Libreville le 22 Janvier 2026, Journalombre.com- Ancien Conseiller au Conseil économique, social et environnemental (CESE) durant la transition, Joseph Serge Mezui Obiang propose ici une lecture politique et républicaine de cette crise, en appelant à dépasser les réponses d’urgence pour engager une refondation structurelle, à travers notamment l’organisation d’une Conférence sociale nationale.
La grève des enseignants qui touche depuis le début du mois de janvier les écoles, collèges et lycées du pays ne constitue pas un simple mouvement social sectoriel.
Elle est le premier test majeur de la période post-transition et, à bien des égards, l’un des premiers révélateurs de ce que sera — ou ne sera pas — la Vᵉ République. Elle agit comme un sismographe social, annonciateur de tensions susceptibles de s’étendre bien au-delà du seul champ éducatif.
Derrière les revendications liées aux intégrations gelées, aux carrières bloquées et à la précarité administrative prolongée, se pose une question centrale : la transition politique engagée depuis le « coup de libération » du 30 août 2023 peut-elle se traduire en transition sociale réelle ? Pour beaucoup d’enseignants, la réponse tarde encore à venir.
Le fait que ce mouvement ait largement débordé les syndicats traditionnels, durablement affaiblis par des années de neutralisation du dialogue social, révèle une crise de confiance profonde entre l’État et ses propres piliers.
La décision gouvernementale d’intégrer plus de 4 000 enseignants d’ici fin février constitue un signal positif et inédit. Mais dans une République qui se veut de rupture, le rattrapage ne peut tenir lieu de politique publique structurante.
Traiter les crises au coup par coup, secteur par secteur, c’est prendre le risque d’une contagion sociale progressive mais inévitable : aujourd’hui l’enseignement primaire et secondaire, demain l’enseignement supérieur, après-demain les élèves eux-mêmes, puis d’autres corps sociaux essentiels — santé, administration, collectivités territoriales — confrontés à des fragilités comparables.

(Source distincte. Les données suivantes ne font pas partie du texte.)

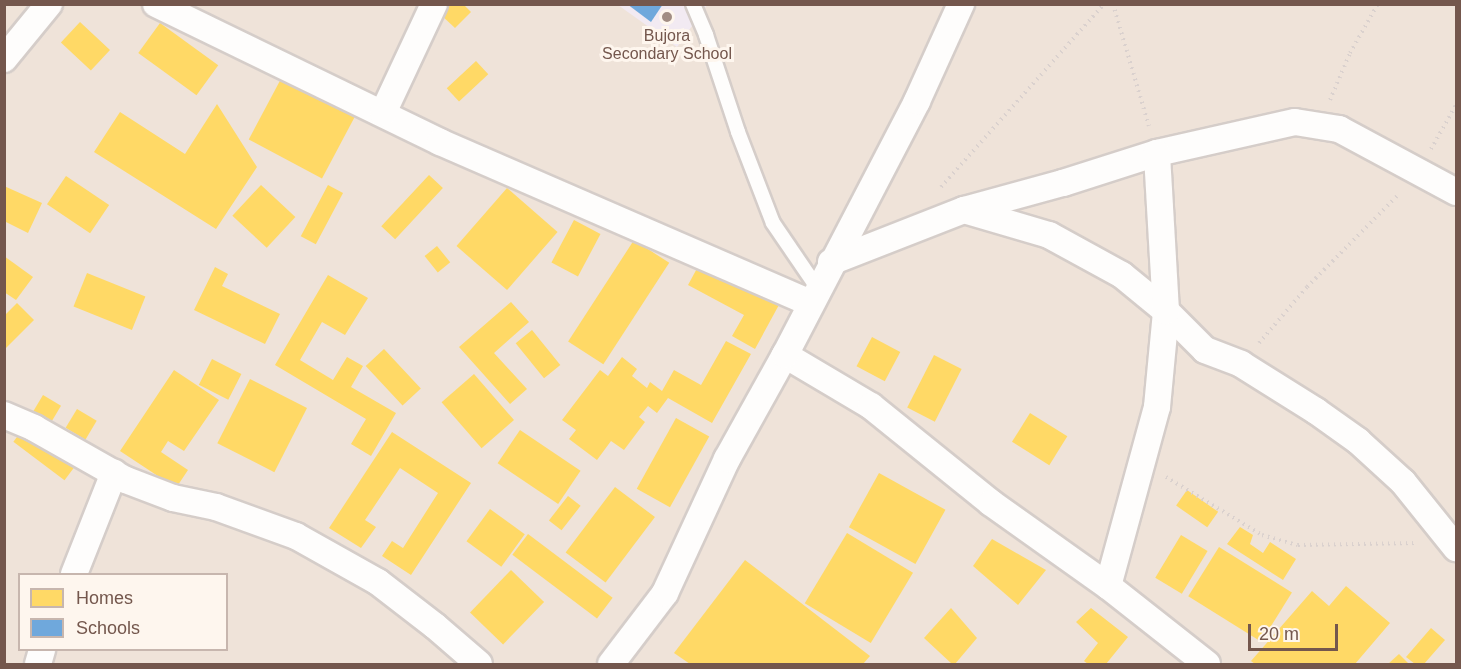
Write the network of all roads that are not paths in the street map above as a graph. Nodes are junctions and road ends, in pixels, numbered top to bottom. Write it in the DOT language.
graph roads {
  1 [pos="49,4"];
  2 [pos="156,4"];
  3 [pos="434,4"];
  4 [pos="693,4"];
  5 [pos="961,4"];
  6 [pos="4,59"];
  7 [pos="383,113"];
  8 [pos="1157,153"];
  9 [pos="1456,192"];
  10 [pos="964,210"];
  11 [pos="831,262"];
  12 [pos="814,296"];
  13 [pos="1166,311"];
  14 [pos="785,355"];
  15 [pos="4,415"];
  16 [pos="114,473"];
  17 [pos="1454,546"];
  18 [pos="74,573"];
  19 [pos="1108,586"];
  20 [pos="479,664"];
  21 [pos="611,664"];
  22 [pos="1207,664"];
  1 -- 6 [label="street"];
  2 -- 7 [label="street"];
  3 -- 7 [label="street"];
  4 -- 12 [label="lane"];
  5 -- 11 [label="street"];
  7 -- 12 [label="street"];
  8 -- 9 [label="street"];
  8 -- 10 [label="street"];
  8 -- 13 [label="street"];
  10 -- 11 [label="street"];
  10 -- 13 [label="street"];
  11 -- 12 [label="street"];
  12 -- 14 [label="street"];
  13 -- 17 [label="street"];
  13 -- 19 [label="street"];
  14 -- 19 [label="street"];
  14 -- 21 [label="street"];
  15 -- 16 [label="street"];
  16 -- 18 [label="street"];
  16 -- 20 [label="street"];
  19 -- 22 [label="street"];
}
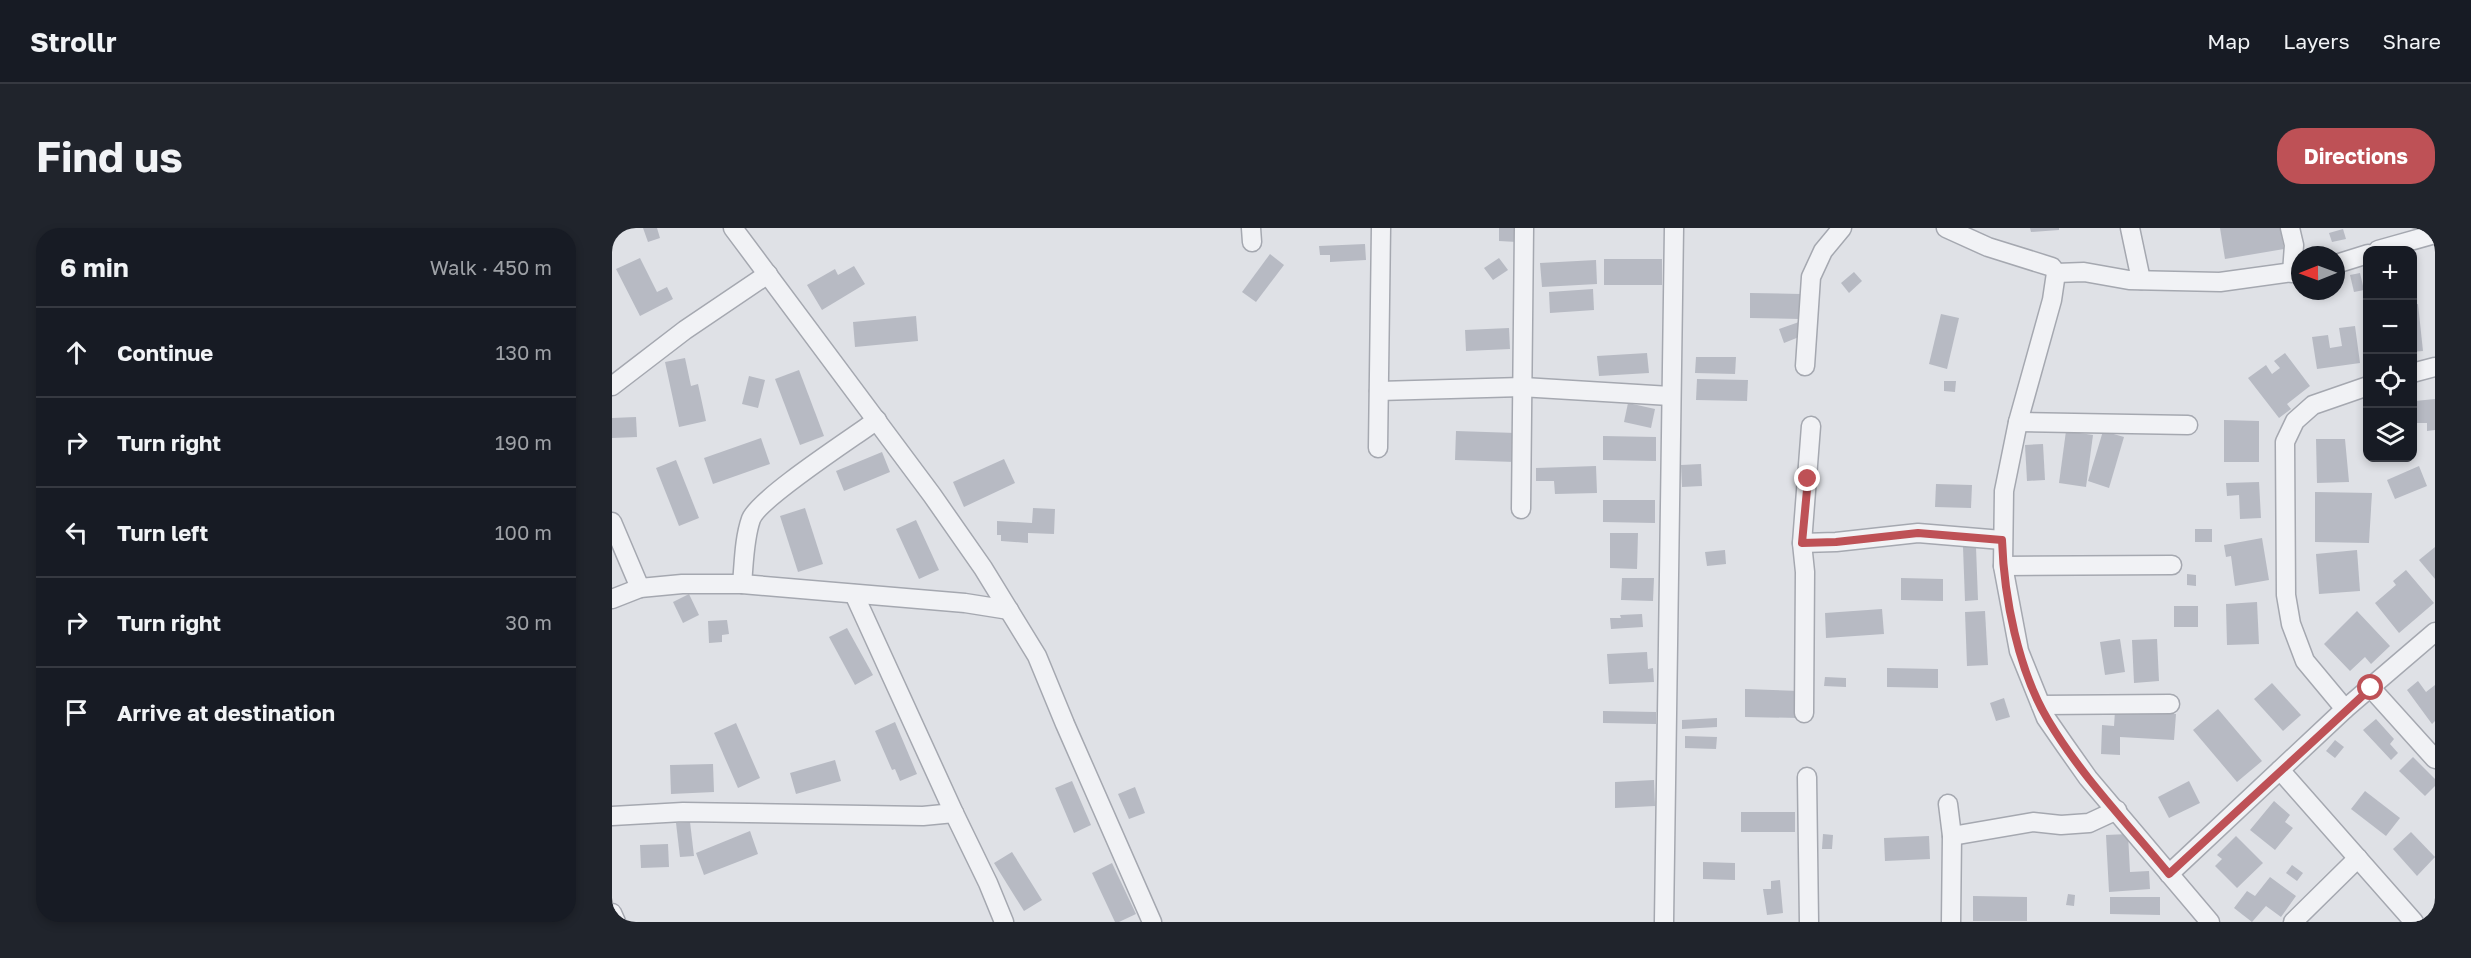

Le « coup de libération » a ouvert une séquence institutionnelle nouvelle. Mais une République ne se refonde pas seulement par le sommet de l’État, ni par la seule réforme des institutions.
Elle se consolide par la justice sociale accordée à ses piliers. Former sans transformer, financer sans orienter, diplômer sans insérer, enseigner sans être reconnu : ce modèle hérité est aujourd’hui à bout de souffle et menace d’entraîner l’ensemble du corps social dans une spirale de frustrations croisées.
La Vᵉ République se trouve ainsi face à trois options : 1- le statu quo, synonyme de délégitimation progressive du pacte social ; 2- ’ajustement partiel, fait de bricolages successifs sans vision d’ensemble ; 3- la transformation systémique, seule compatible avec l’ambition d’une République refondée.
C’est ce troisième choix qui s’impose.Refonder le pacte social par l’école implique de remettre l’enseignant et l’élève au centre. L’enseignant n’est pas une charge budgétaire, mais un agent de souveraineté cognitive. L’élève n’est pas un indicateur statistique, mais un projet de société.
Cela suppose la régularisation définitive des situations administratives, la mise en place d’une nouvelle gouvernance des fonctionnaires plus transparente, l’amélioration des conditions de travail et d’existence, une revalorisation statutaire et symbolique du métier d’enseignant, une gouvernance éducative assainie, et un lien explicite entre formation, économie nationale et insertion professionnelle.Face au risque d’extension de la crise à d’autres secteurs stratégiques, il devient urgent de changer d’échelle dans la réponse politique.
Le moment semble venu d’organiser une Conférence sociale nationale, placée sous l’autorité de l’État, réunissant enseignants, étudiants, syndicats, organisations professionnelles, société civile, partenaires économiques et institutions publiques.
Une telle conférence aurait pour mission de poser les bases d’un nouveau pacte social républicain, fondé sur la vérité des situations, la prévisibilité des parcours et l’équité entre les corps sociaux.La crise actuelle n’est pas un obstacle à la Vᵉ République. Elle en est le moment de vérité.
Soit elle devient l’occasion d’une refondation profonde du pacte social — en commençant par l’école — soit elle annonce, dès les premiers pas de la République nouvelle, la reproduction des fragilités anciennes.
On peut proclamer une République nouvelle. Mais on ne la fonde durablement que lorsque ses enseignants ainsi que tous les autres agents publics y trouvent justice et reconnaissance, et que ses élèves y trouvent un avenir crédible.